According to Stephen of Tarōn (11th cent.; bk. 3, chap. 18), Abu'l-Hayjāʾ seized the remaining Mosafarid territories, including Dvin, ca. 987-88.  But a Muslim ruler named Abu’l-Hayjāʾ also led a campaign against Armenia in those same years in alliance with Mušeł, the Bagratid (see BAGRATIDS) ruler of Kars, and attacked Abu Dolaf, the ruler of Ḵoy.  Abu Dolaf captured Abu’l-Hayjāʾ who was obliged to cede to him Dvin and other territories, and yet the following year, after having vainly sought the assistance of the Byzantine emperor Basil II (r. 976-1025), Abu Dolaf died.  It has been suggested that the latter Abu’l-Hayjāʾ was the Rawwadid Abu’l-Hayjāʾ, though he was more likely a member of the Musafarid dynasty with the same name (Stephen of Tarōn, bk. 3, chap. 12; Vardanyan, 2009, pp. 249-50 and n. 25; cf. Kasravi, p. 146; for a different interpretation of these complicated events see Ter-Ghewondyan, pp. 101-2). 

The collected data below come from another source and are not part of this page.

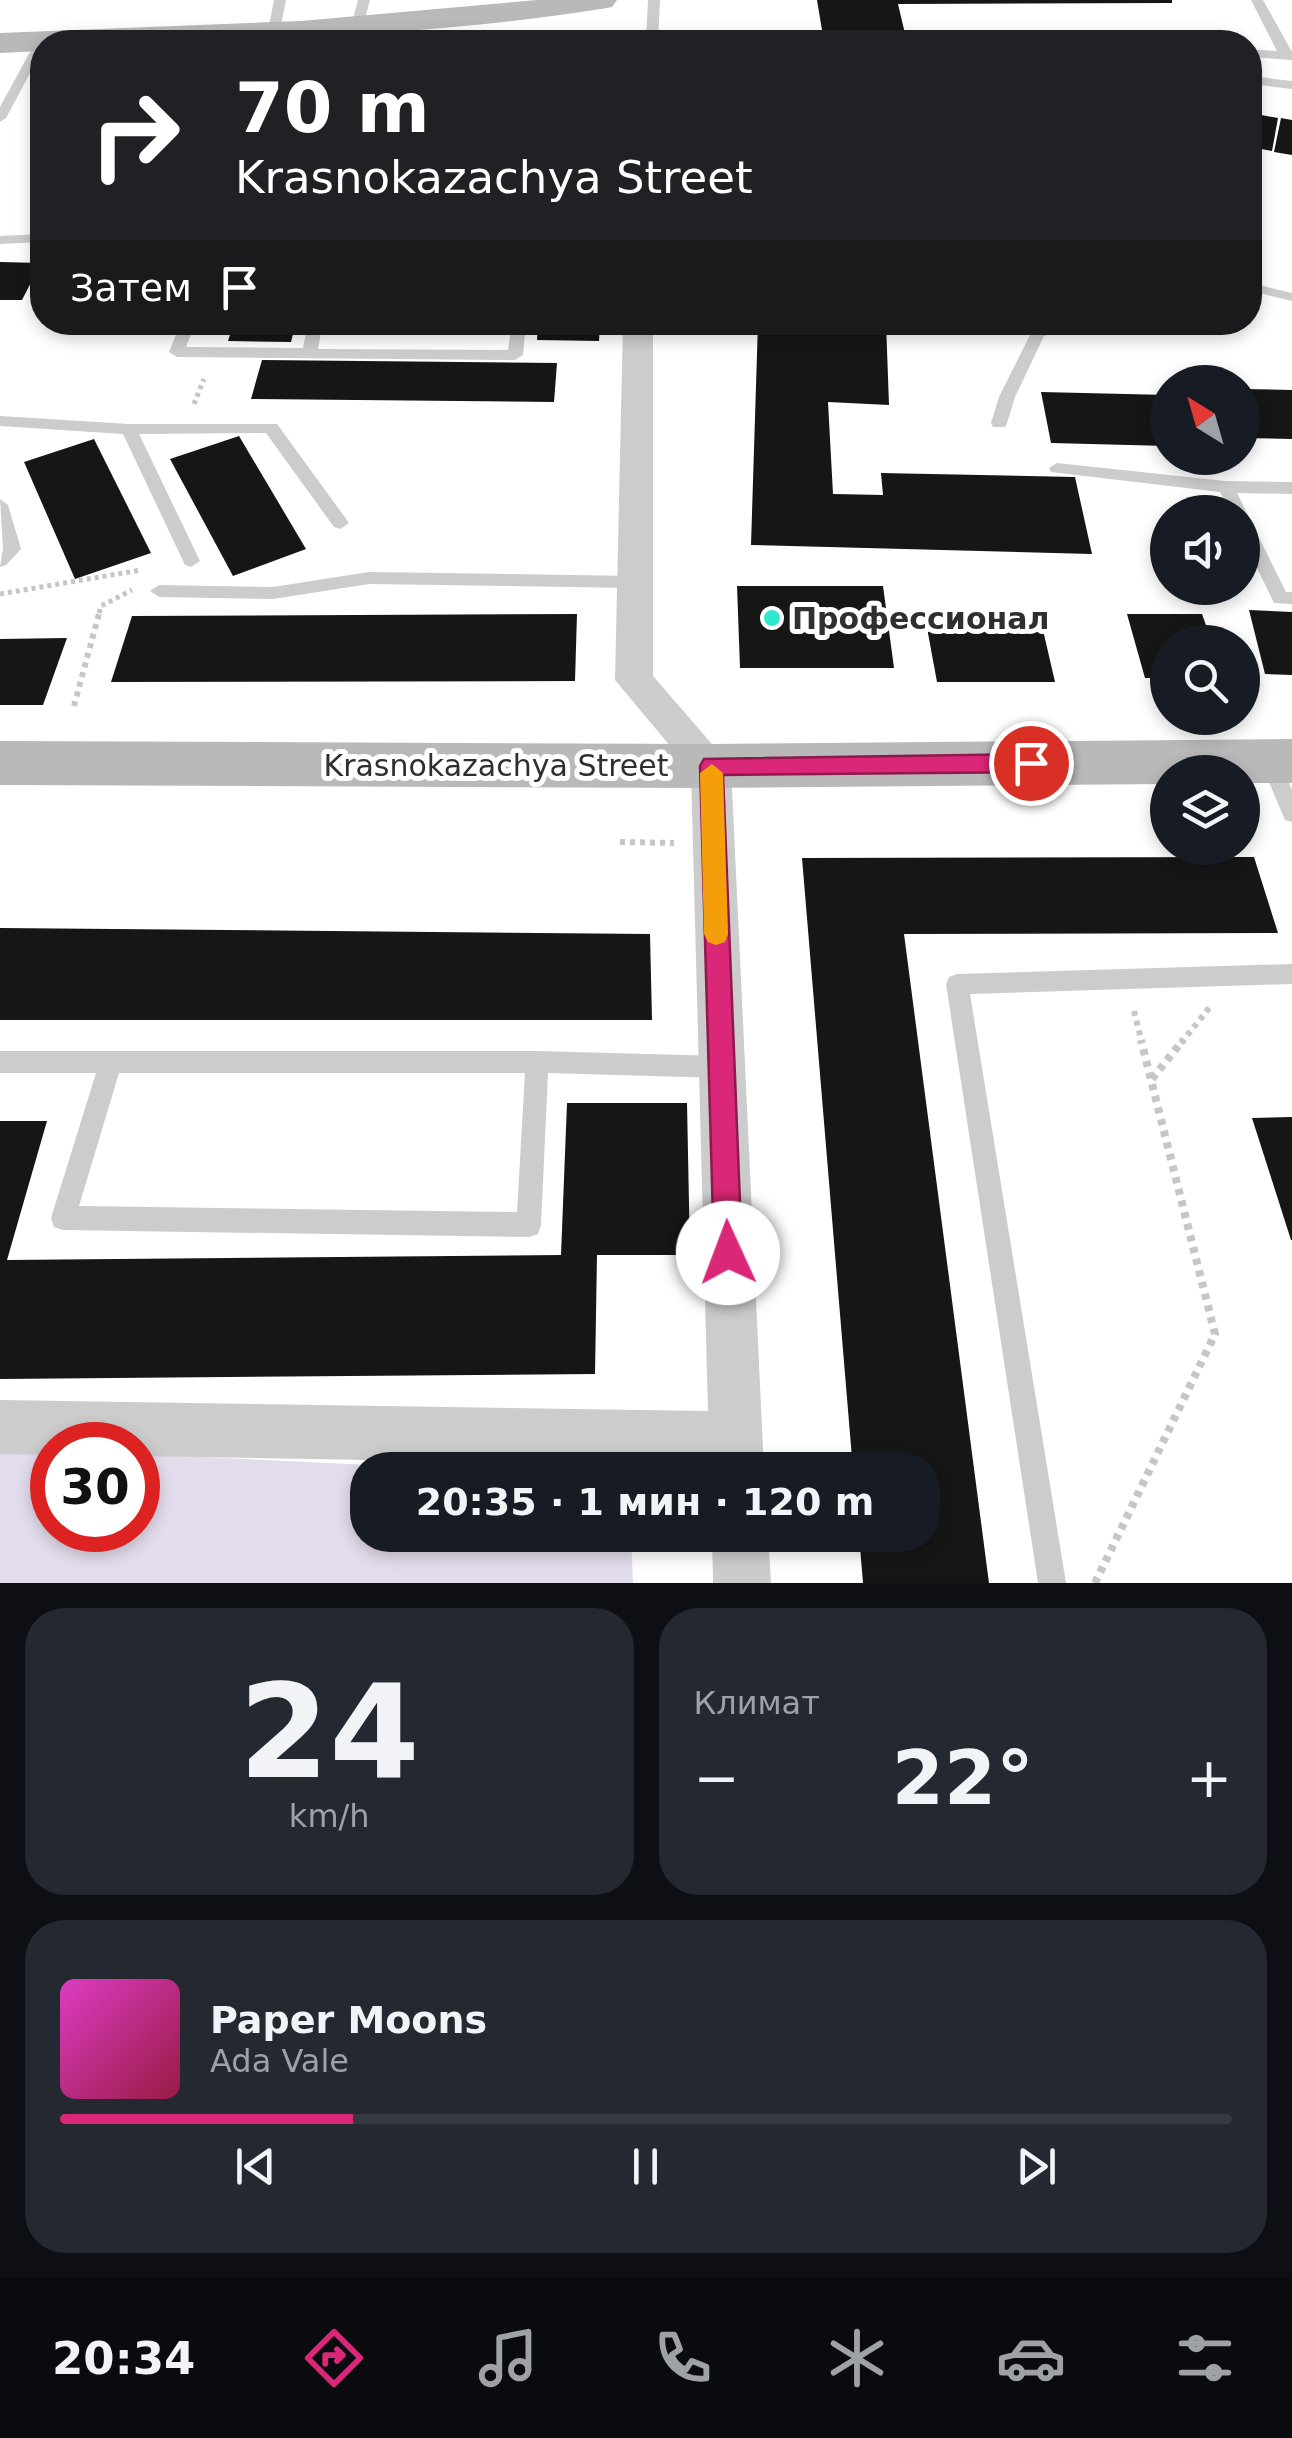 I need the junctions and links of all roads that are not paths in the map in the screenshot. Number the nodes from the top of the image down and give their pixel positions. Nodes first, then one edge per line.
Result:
1 (601, 0) edge
2 (654, 0) edge
3 (1257, 0) edge
4 (360, 13) edge
5 (281, 25) edge
6 (206, 30) edge
7 (653, 30) edge
8 (30, 42) edge
9 (0, 43) edge
10 (1262, 54) edge
11 (1289, 56) edge
12 (30, 63) edge
13 (1262, 82) edge
14 (1292, 86) edge
15 (0, 118) edge
16 (30, 239) edge
17 (0, 240) edge
18 (1262, 291) edge
19 (1292, 298) edge
20 (184, 335) edge
21 (313, 335) edge
22 (517, 335) edge
23 (638, 335) edge
24 (1037, 335) edge
25 (309, 354) junction
26 (0, 421) edge
27 (999, 423) dead end
28 (129, 428) junction
29 (1057, 468) dead end
30 (1226, 487) junction
31 (1292, 488) edge
32 (1230, 495) edge
33 (0, 506) edge
34 (340, 523) dead end
35 (1260, 555) edge
36 (0, 561) edge
37 (191, 561) road end
38 (635, 582) junction
39 (159, 591) dead end
40 (1292, 598) edge
41 (1281, 761) edge
42 (0, 763) edge
43 (712, 766) junction
44 (1292, 814) edge
45 (1292, 974) edge
46 (0, 1062) edge
47 (536, 1062) junction
48 (110, 1063) junction
49 (720, 1067) junction
50 (0, 1427) edge
51 (658, 1452) edge
52 (737, 1452) edge
53 (741, 1552) edge
54 (742, 1583) edge
55 (1052, 1583) edge

1 - 4 street
2 - 7 lane
3 - 11 lane
4 - 5 street
5 - 6 street
8 - 9 street
10 - 11 lane
12 - 15 lane
13 - 14 lane
16 - 17 lane
18 - 19 lane
20 - 25 lane
21 - 25 lane
22 - 25 lane
23 - 38 street
24 - 27 lane
26 - 28 lane
28 - 34 lane
28 - 37 lane
29 - 30 lane
30 - 31 lane
30 - 32 lane
33 - 36 lane
35 - 40 lane
38 - 39 lane
38 - 43 street
41 - 43 street, Krasnokazachya Street
41 - 44 lane
42 - 43 street, Krasnokazachya Street
43 - 49 street
45 - 55 lane
46 - 48 lane
47 - 48 lane
47 - 48 lane
47 - 49 lane
49 - 52 street
50 - 51 street
53 - 54 street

It is moreover possible that these events have been confused with the Rawwadid Abu’l-Hayjāʾ's invasion of Vaspurakan and his seizure of Ḵoy in 377-78/988-89, reported by Stephen of Tarōn bk. 3, chap. 19); according to Stephen of Tarōn, the Rawwadid Abu’l-Hayjāʾ died in that year.  In contrast, Monajjem-baši states that in 386/996 Abu’l-Hayjāʾ captured his brother Marzobān, who had opposed him, and died in 391/1000.  The conflicting evidence of the Muslim and the Christian sources is further complicated by coins from Marāḡa struck in the name of Moḥammad b. Ḥosayn Rawwād in 393/1002 and 405/1014, and one struck in Ardabil in 400/1009 (Album, pp. 100-102; Vardanyan, 2009, pp. 254-55).  As the Rawwadid Abu’l-Hayjāʾ is also known as Moḥammad b. Ḥosayn Rawwād, the coins raise the possibility that he reigned far longer than either Monajjem-baši or Stephen of Tarōn indicate.  Alternatively, the coins were struck by another, later ruler of this name who is unattested in the literary sources.  Indeed, the numismatic evidence casts severe doubt on Monajjem-baši’s trustworthiness, or that of his source.  Monejjem-baši identifies as Abu’l-Hayjāʾ’s successor his son Abu Naṣr Ḥosayn, whom he claims to have died in 416/1025.  However, a coin was struck in the name of Abu Nasr Ḥosayn's brother Vahsudān b. Moḥammad already in 407/1016.  These coins indicate he must have ascended to the throne between 1014 and 1016. It is possible that the Rawwadid realm was divided between the two brothers, or that Abu Naṣr Ḥosayn enjoyed an ephemeral rule, but there is no firm evidence for either.  Vahsudān may well have succeeded his father directly (Album, p. 101; cf. Kasravi, pp. 153-54).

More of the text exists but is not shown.